Mark Bessner sitting in the passenger's seat and his partner was driving when Bessner tasered Grimes. A surveillance video shows the cops did not have their emergency lights on. The Detroit Free Press reported a pair of ear buds in a pool of blood near the crash, suggesting he may have been listening to music.
During his trial, Bessner claimed he was in fear for his life because he thought the teen was reaching for a gun in his waistband – which generally is all a cop has to say to get away with murder.
But Bessner made no mention of any gun in the minutes after the incident, according to the Detroit Free Press who obtained body cam videos and compiled them into a single narrative, which is posted above.
He also did not frisk Grimes as cops do when they kill somebody who was armed.
According to CBS News:
Two months before Grimes' death, an arbitrator had cleared Bessner of misconduct in how he used his Taser while chasing a crime suspect in a different incident. State police wanted to suspend Bessner for 10 days for firing his Taser twice at a handcuffed man who was running away in 2016. But the arbitrator said there was no "just cause" for discipline.
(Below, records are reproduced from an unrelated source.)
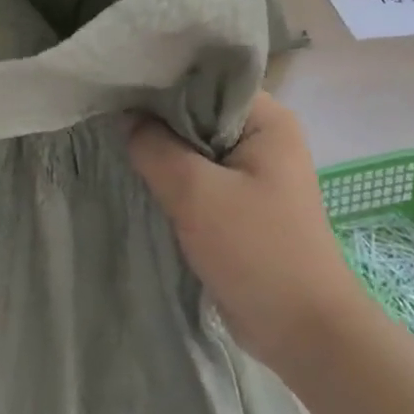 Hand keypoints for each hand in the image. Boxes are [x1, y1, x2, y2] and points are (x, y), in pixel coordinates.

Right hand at [129, 91, 367, 372]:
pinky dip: (175, 178)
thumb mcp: (196, 193)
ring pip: (197, 147)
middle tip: (111, 114)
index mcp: (267, 119)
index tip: (121, 85)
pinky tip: (141, 175)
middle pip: (200, 112)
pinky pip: (201, 177)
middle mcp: (264, 137)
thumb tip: (127, 118)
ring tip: (118, 141)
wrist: (302, 332)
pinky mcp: (242, 204)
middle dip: (159, 119)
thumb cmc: (256, 250)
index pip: (207, 80)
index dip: (163, 81)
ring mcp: (254, 172)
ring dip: (164, 152)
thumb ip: (155, 148)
In 2014, Bessner fired his Taser at a suspect who was handcuffed. He agreed to a five-day suspension, records show, but four days were eventually dropped. It apparently was his first case of misconduct.
Bessner, who resigned from the force immediately after the incident, was retried after his first trial ended with a hung jury.
Bessner could serve up to 15 years but is eligible for parole in five years.